Since January, General Motors Co, Ford Motor Co LG Energy Solution and SK Innovation Co, along with other automakers and battery parts manufacturers, have said they will spend billions of dollars on EV plants.

U.S. President Joe Biden has proposed spending $174bn to boost EV sales and infrastructure. The European Union has similar plans, part of a rush to catch up with global EV leader China.

Those moves have helped an index of lithium prices jump 59 percent since April 2020, according to data from Benchmark Mineral Intelligence, a commodity pricing provider.

The rising demand “reflects what feels like a real and fundamental turning point in our industry,” said Paul Graves, chief executive of Livent Corp, which supplies Tesla Inc. On Monday, it said it would more than double its annual lithium production to 115,000 tonnes.

Graves warned, though, that “it will be a challenge for the lithium industry to produce sufficient qualified material in the near and medium term.”

Albermarle

Albemarle, the world’s largest lithium producer, aims to double its production capacity to 175,000 tonnes by the end of the year when two construction projects are complete. Albemarle's Q1 profit beat expectations thanks to rising lithium prices. Chile’s SQM, the No. 2 producer, said its goal to expand production of lithium carbonate by 71 percent to 120,000 tonnes should be complete by December.

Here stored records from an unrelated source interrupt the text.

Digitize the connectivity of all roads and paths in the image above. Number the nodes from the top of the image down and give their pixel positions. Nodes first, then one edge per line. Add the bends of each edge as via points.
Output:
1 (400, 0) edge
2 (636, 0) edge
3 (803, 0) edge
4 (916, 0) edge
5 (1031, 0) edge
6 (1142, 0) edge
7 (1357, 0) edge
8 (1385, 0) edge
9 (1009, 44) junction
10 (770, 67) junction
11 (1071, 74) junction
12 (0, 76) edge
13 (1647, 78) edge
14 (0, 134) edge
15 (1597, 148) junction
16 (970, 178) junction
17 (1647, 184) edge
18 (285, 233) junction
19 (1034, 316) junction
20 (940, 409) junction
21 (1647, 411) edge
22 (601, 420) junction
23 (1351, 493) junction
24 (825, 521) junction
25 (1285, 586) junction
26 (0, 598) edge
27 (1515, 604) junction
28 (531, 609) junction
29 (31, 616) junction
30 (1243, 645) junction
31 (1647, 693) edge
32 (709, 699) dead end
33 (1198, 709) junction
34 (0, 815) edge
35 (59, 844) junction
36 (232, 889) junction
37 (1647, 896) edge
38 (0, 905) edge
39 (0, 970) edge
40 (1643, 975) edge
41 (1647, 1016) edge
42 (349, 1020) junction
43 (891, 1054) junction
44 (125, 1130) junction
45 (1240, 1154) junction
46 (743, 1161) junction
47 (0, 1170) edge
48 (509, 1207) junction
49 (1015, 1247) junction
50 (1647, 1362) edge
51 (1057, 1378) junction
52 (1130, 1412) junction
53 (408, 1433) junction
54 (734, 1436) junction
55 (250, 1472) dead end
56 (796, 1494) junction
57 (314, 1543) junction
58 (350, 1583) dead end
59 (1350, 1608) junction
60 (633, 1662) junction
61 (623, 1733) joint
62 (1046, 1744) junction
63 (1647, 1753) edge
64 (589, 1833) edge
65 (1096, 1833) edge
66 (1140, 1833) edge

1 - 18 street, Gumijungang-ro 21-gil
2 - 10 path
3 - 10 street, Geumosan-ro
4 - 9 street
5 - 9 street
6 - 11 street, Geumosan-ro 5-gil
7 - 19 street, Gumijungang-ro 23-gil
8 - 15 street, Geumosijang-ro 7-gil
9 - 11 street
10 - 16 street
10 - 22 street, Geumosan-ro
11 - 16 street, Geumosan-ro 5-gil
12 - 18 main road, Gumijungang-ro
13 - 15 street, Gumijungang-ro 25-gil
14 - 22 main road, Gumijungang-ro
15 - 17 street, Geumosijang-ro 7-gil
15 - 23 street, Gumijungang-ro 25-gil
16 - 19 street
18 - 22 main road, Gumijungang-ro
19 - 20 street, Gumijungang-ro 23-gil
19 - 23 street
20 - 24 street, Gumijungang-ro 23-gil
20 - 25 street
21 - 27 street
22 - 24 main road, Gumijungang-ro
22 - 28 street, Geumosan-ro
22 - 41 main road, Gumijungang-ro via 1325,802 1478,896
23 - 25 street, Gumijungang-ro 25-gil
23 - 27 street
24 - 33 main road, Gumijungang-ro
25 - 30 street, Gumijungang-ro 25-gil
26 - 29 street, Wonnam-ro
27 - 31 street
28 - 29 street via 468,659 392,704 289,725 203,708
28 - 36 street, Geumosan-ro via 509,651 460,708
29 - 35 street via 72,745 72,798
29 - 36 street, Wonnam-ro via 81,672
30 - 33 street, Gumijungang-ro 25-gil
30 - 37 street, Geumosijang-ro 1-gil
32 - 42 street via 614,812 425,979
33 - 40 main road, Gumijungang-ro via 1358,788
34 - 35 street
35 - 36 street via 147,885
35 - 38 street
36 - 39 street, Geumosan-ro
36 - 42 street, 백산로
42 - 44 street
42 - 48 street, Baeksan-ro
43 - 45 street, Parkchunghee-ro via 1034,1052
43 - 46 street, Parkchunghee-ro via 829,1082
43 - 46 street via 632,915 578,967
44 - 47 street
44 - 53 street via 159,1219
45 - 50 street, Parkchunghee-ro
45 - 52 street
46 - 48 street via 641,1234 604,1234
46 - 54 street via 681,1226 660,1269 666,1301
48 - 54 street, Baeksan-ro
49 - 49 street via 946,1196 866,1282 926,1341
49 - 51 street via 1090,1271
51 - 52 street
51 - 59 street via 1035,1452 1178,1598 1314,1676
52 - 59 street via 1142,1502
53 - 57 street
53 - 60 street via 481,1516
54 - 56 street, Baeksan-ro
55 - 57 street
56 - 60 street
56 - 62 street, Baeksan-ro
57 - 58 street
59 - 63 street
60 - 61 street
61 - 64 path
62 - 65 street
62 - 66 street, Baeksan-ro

Australia’s Orocobre is paying $1.4 billion for smaller rival Galaxy Resources, a strategy designed to boost scale and help it grow faster in regions closer to customers.

“The next few years are going to be critical in terms of whether there’s enough available lithium supply, and that’s why you’re starting to see commodity prices start to ramp,” said Chris Berry, an independent lithium industry consultant.

The price gains helped Albemarle and other major producers, including China’s Ganfeng Lithium Co and SQM, post big gains in first-quarter profit and boost forecasts for the year.

Even China’s Tianqi Lithium Corp, saddled with debt due to years of low lithium prices, signaled that recovering demand should help it swing to a profit this year.

Electric Vehicles

Forecasts call for demand for the white metals to surge from about 320,000 tonnes annually last year to more than 1 million tonnes annually by 2025, when many automakers plan to launch new EV fleets, according to Benchmark.

Still, demand is expected to outstrip supply in 2025 by more than 200,000 tonnes, so lithium prices may need to rise to encourage producers to build more mines. That could boost the prices consumers pay for EVs. “Companies across the lithium-ion supply chain are in the best position they’ve been in for the last 5 years,” said Pedro Palandrani of the Global X Lithium & Battery Technology ETF , which has doubled in value in the past year.